Task description: Find every line in the entries that holds the string "dead" and report it.

Segment Open

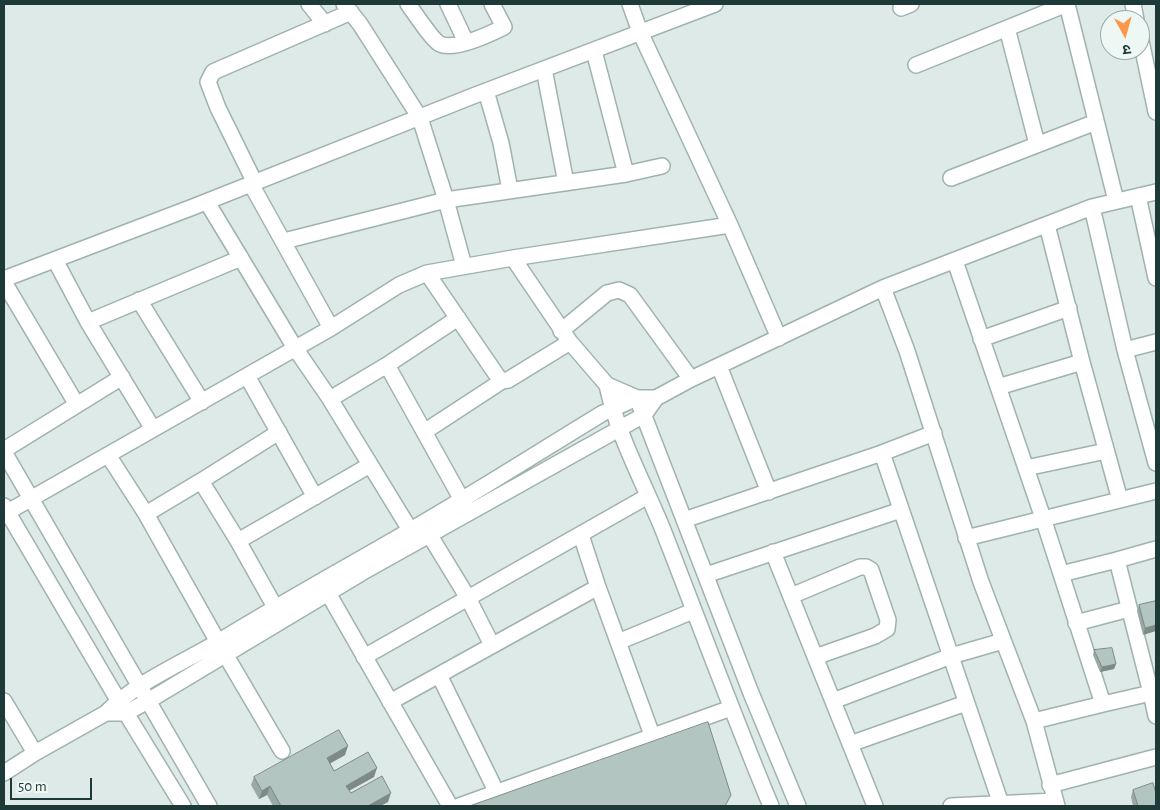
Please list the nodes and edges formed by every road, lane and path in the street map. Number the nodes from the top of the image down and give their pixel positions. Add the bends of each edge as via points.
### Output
1 (309, 4) edge
2 (408, 4) edge
3 (448, 4) edge
4 (492, 4) edge
5 (630, 4) edge
6 (715, 4) edge
7 (1067, 4) edge
8 (347, 8) edge
9 (684, 9) edge
10 (325, 24) junction
11 (1007, 28) junction
12 (640, 32) junction
13 (466, 42) junction
14 (594, 51) junction
15 (1146, 60) edge
16 (916, 65) dead end
17 (544, 69) junction
18 (486, 91) junction
19 (1156, 105) edge
20 (420, 118) junction
21 (1096, 122) junction
22 (1037, 144) junction
23 (662, 166) dead end
24 (626, 174) junction
25 (951, 178) dead end
26 (253, 183) junction
27 (566, 183) junction
28 (510, 190) junction
29 (1156, 192) edge
30 (1138, 196) junction
31 (446, 200) junction
32 (1116, 201) junction
33 (207, 202) junction
34 (1092, 207) junction
35 (730, 225) junction
36 (1047, 225) junction
37 (284, 241) junction
38 (1153, 252) edge
39 (241, 258) junction
40 (513, 258) junction
41 (55, 260) junction
42 (955, 261) junction
43 (464, 266) junction
44 (428, 273) junction
45 (1156, 278) edge
46 (4, 280) edge
47 (883, 288) junction
48 (139, 300) junction
49 (1069, 308) junction
50 (458, 318) junction
51 (88, 322) junction
52 (331, 328) junction
53 (566, 337) junction
54 (779, 338) junction
55 (982, 340) junction
56 (1156, 342) edge
57 (295, 348) junction
58 (1125, 350) junction
59 (1082, 362) junction
60 (387, 365) junction
61 (719, 366) junction
62 (247, 376) junction
63 (122, 377) junction
64 (691, 379) junction
65 (502, 381) junction
66 (607, 385) junction
67 (998, 387) junction
68 (637, 398) junction
69 (656, 398) junction
70 (330, 399) junction
71 (202, 402) junction
72 (77, 405) junction
73 (612, 409) junction
74 (644, 415) junction
75 (620, 428) junction
76 (153, 429) junction
77 (278, 432) junction
78 (424, 432) junction
79 (934, 433) junction
80 (4, 451) edge
81 (1106, 451) junction
82 (882, 453) junction
83 (108, 455) junction
84 (1156, 463) edge
85 (370, 466) junction
86 (1026, 468) junction
87 (201, 481) junction
88 (1156, 491) edge
89 (769, 492) junction
90 (648, 496) junction
91 (315, 497) junction
92 (31, 498) junction
93 (1120, 500) junction
94 (465, 506) junction
95 (901, 510) junction
96 (5, 511) edge
97 (146, 514) junction
98 (1043, 518) junction
99 (684, 520) junction
100 (581, 535) junction
101 (419, 536) junction
102 (966, 538) junction
103 (238, 541) junction
104 (1156, 549) edge
105 (773, 552) junction
106 (1117, 560) junction
107 (1061, 574) junction
108 (706, 575) junction
109 (598, 587) junction
110 (328, 593) junction
111 (791, 596) junction
112 (468, 598) junction
113 (275, 607) junction
114 (1129, 609) junction
115 (693, 611) junction
116 (1076, 623) junction
117 (1003, 640) junction
118 (618, 642) junction
119 (492, 645) junction
120 (221, 649) junction
121 (951, 656) junction
122 (364, 657) junction
123 (815, 657) junction
124 (439, 675) junction
125 (140, 687) junction
126 (1150, 693) junction
127 (4, 701) edge
128 (148, 701) junction
129 (833, 701) junction
130 (390, 702) junction
131 (966, 703) junction
132 (1103, 704) junction
133 (122, 706) junction
134 (731, 708) junction
135 (1156, 716) edge
136 (1034, 721) junction
137 (652, 735) junction
138 (850, 744) junction
139 (282, 751) dead end
140 (35, 753) junction
141 (1156, 757) edge
142 (4, 772) edge
143 (1050, 785) junction
144 (496, 793) junction
145 (1000, 804) junction
146 (1056, 804) edge
147 (183, 806) edge
148 (209, 806) edge
149 (450, 806) edge
150 (459, 806) edge
151 (770, 806) edge
152 (798, 806) edge
153 (875, 806) edge
154 (951, 806) edge

1 - 10 street
2 - 13 street via 440,44 452,46
3 - 13 street
4 - 13 street via 504,28
5 - 12 street
6 - 9 street
7 - 11 street
7 - 21 street
8 - 10 street
8 - 20 street
9 - 12 street
10 - 26 street via 210,75 208,82 218,108
11 - 16 street
11 - 22 street
12 - 14 street
12 - 35 street
14 - 17 street
14 - 24 street
15 - 19 street
17 - 18 street
17 - 27 street
18 - 20 street
18 - 28 street
20 - 26 street
20 - 31 street
21 - 22 street
21 - 32 street
22 - 25 street
23 - 24 street
24 - 27 street
26 - 33 street
26 - 37 street
27 - 28 street
28 - 31 street
29 - 30 street
30 - 32 street
30 - 38 street
31 - 37 street
31 - 43 street
32 - 34 street
33 - 39 street
33 - 41 street
34 - 36 street
34 - 58 street
35 - 40 street
35 - 54 street
36 - 42 street
36 - 49 street
37 - 52 street
38 - 45 street
39 - 48 street
39 - 57 street
40 - 43 street
40 - 53 street
41 - 46 street
41 - 51 street
42 - 47 street
42 - 55 street
43 - 44 street
44 - 50 street
44 - 52 street via 399,286
46 - 72 street
47 - 54 street
47 - 79 street
48 - 51 street
48 - 71 street
49 - 55 street
49 - 59 street
50 - 60 street
50 - 65 street
51 - 63 street
52 - 57 street
53 - 64 street via 607,293 619,290 630,295
53 - 65 street via 508,380
53 - 66 street
54 - 61 street
55 - 67 street
56 - 58 street
57 - 62 street
57 - 70 street
58 - 84 street
59 - 67 street
59 - 81 street
60 - 70 street
60 - 78 street
61 - 64 street
61 - 89 street
62 - 71 street
62 - 77 street
63 - 72 street
63 - 76 street
64 - 69 street
65 - 78 street
66 - 68 street
66 - 73 street
67 - 86 street
68 - 69 street
68 - 73 street
68 - 74 street
69 - 74 street
70 - 85 street
71 - 76 street
72 - 80 street
73 - 75 street
73 - 94 street
74 - 75 street
74 - 99 street
75 - 90 street
75 - 94 street
76 - 83 street
77 - 87 street
77 - 91 street
78 - 94 street
79 - 82 street
79 - 102 street
80 - 92 street
81 - 86 street
81 - 93 street
82 - 89 street
82 - 95 street
83 - 92 street
83 - 97 street
85 - 91 street
85 - 101 street
86 - 98 street
87 - 97 street
87 - 103 street
88 - 93 street
89 - 99 street
90 - 100 street
90 - 115 street
91 - 103 street
92 - 96 street
92 - 125 street
93 - 98 street
94 - 101 street
95 - 105 street
95 - 121 street
96 - 133 street
97 - 120 street
98 - 102 street
98 - 107 street
99 - 108 street
100 - 109 street
100 - 112 street
101 - 110 street
101 - 112 street
101 - 113 street
102 - 117 street
103 - 113 street
104 - 106 street
105 - 108 street
105 - 111 street
106 - 107 street
106 - 114 street
107 - 116 street
108 - 152 street
109 - 118 street
109 - 119 street
110 - 120 street
110 - 122 street
111 - 123 street
111 - 123 street via 860,567 871,570 888,620 887,629
112 - 119 street
112 - 122 street
113 - 120 street
114 - 116 street
114 - 126 street
115 - 118 street
115 - 134 street
116 - 132 street
117 - 121 street
117 - 136 street
118 - 137 street
119 - 124 street
120 - 125 street
120 - 128 street
120 - 139 street
121 - 129 street
121 - 131 street
122 - 130 street
123 - 129 street
124 - 130 street
124 - 144 street
125 - 128 street
125 - 133 street
126 - 132 street
126 - 135 street
127 - 140 street
128 - 133 street
128 - 148 street
129 - 138 street
130 - 149 street
131 - 138 street
131 - 145 street
132 - 136 street
133 - 140 street
133 - 147 street
134 - 137 street
134 - 151 street
136 - 143 street
137 - 144 street
138 - 153 street
140 - 142 street
141 - 143 street
143 - 146 street
144 - 150 street
145 - 146 street
145 - 154 street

Segment Closed

Result:
16 (916, 65) dead end
23 (662, 166) dead end
25 (951, 178) dead end
139 (282, 751) dead end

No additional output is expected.